The Affordable Care Act, also known as Obamacare, has been limping along lately, with this puzzle still missing key pieces.

But an important part of Obamacare is already here, and you can -- and should -- take advantage: The right to have free preventive health care. It only works, however, if your doctor understands his or her part in the claims process. These screenings include mammograms and colonoscopies.

In addition, other preventive screenings may not carry a copayment, co-insurance or deductible. This includes screening for blood pressure, cholesterol, cancer depression and many others.

But this doesn't stop doctors' offices from miscoding and turning your routine screening into a diagnostic procedure for insurance purposes. And guess what? Diagnostic visits do have copays or co-insurance.

Righting code

My wife's eye exam was supposed to be a routine screening. Her health insurance entitles her to one every two years. So she called and made an appointment. But when she read her health insurer's Explanation of Benefits (EOB) after the exam, it said that she owed nearly $100 -- the difference between her doctor's contracted rate with the insurer and her doctor's price for the office visit.

So she called her insurance company to find out why she had been billed for a screening, which was supposed to be free. Her insurer said that it wasn't a screening but a diagnostic visit, and therefore she'd have to pay her portion.

"How did this screening become a diagnostic visit?" she asked.
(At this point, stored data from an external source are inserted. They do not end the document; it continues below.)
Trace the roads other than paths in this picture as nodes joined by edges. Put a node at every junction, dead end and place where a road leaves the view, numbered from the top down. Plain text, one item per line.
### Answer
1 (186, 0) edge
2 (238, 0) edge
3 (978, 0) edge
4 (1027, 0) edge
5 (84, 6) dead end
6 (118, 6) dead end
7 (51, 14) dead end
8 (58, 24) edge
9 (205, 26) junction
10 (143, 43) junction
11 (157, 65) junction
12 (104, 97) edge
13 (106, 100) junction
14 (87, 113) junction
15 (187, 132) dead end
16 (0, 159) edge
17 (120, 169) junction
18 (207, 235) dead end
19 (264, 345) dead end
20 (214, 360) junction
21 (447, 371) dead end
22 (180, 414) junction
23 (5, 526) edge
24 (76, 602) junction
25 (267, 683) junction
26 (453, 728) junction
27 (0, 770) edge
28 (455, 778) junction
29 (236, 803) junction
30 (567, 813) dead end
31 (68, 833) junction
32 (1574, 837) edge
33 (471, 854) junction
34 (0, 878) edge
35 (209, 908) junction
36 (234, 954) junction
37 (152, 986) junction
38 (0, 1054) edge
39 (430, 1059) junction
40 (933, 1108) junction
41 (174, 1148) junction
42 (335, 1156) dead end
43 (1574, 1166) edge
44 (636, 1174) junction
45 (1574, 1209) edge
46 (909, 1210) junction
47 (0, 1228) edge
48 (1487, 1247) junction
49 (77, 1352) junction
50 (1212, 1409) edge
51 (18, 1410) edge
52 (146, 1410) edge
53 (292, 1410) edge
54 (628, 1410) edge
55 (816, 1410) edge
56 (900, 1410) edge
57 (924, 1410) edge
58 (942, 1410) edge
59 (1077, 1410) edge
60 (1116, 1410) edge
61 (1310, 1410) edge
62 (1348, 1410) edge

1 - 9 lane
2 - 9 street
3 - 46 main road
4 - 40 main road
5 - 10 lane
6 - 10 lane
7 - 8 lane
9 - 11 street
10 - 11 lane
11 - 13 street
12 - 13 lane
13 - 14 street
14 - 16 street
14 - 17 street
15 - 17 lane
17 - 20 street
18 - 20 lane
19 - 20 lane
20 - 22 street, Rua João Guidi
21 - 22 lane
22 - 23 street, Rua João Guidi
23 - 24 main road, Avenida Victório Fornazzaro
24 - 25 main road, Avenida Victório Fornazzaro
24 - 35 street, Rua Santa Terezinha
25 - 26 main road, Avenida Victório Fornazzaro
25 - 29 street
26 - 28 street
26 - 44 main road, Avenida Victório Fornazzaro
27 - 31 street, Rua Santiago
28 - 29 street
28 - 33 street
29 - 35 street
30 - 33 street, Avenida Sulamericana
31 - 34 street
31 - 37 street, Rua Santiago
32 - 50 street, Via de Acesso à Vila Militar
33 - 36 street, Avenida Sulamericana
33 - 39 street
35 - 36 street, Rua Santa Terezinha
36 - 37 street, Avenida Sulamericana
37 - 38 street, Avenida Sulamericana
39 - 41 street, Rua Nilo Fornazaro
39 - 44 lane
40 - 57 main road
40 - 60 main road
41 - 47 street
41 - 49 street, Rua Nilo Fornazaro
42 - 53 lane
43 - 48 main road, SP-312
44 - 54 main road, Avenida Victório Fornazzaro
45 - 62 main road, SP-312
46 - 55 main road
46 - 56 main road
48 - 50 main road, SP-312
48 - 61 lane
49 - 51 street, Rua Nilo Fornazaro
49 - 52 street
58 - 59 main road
It's all in the coding, the insurer told her. The doctor's office used the letters Dx to explain the finding instead of the letter V to indicate a screening. If the office resubmitted the form with the proper V code then she wouldn't owe any money.

Medical billing to blame

My wife's next call was to her eye doctor's office to straighten out the billing error. The office told her that when the doctor wrote down his findings on her chart, the office billed the visit as diagnostic instead of a screening. She asked why it would submit the claim that way and was told that his finding indicated a problem which she and the doctor had talked about.

The problem with the problem: It wasn't new; it was minor, and had already been discussed previously. So this was a screening after all.

She told the doctor's office that her health insurance company would pay the claim in full if it was resubmitted with the right coding. And she told the person she spoke to that she wouldn't discuss this finding with the doctor in two years -- when she was entitled to her next screening -- and would end the conversation if he started it.

Getting your Obamacare wellness services

Here's what you need to know about Obamacare's "wellness" services:

  • The most important annual screening is a yearly physical.
  • Keep track of what screening tests you had and when.
  • Make sure your appointment is specified as a screening.
  • You don't pay for screenings, but you do pay for diagnostic visits.
  • Doctors' offices miscode and insurers don't know if it's right or wrong.
  • Read your EOB to make sure it conforms with the reason for your doctor's visit. If it isn't coded as a screening (V code) but instead as a diagnostic procedure (Dx code), call the office and ask the billing department to resubmit the claim with the proper coding.

Above all, remember that you have the right to stay healthy, and insurance-covered screenings are an important part of the process.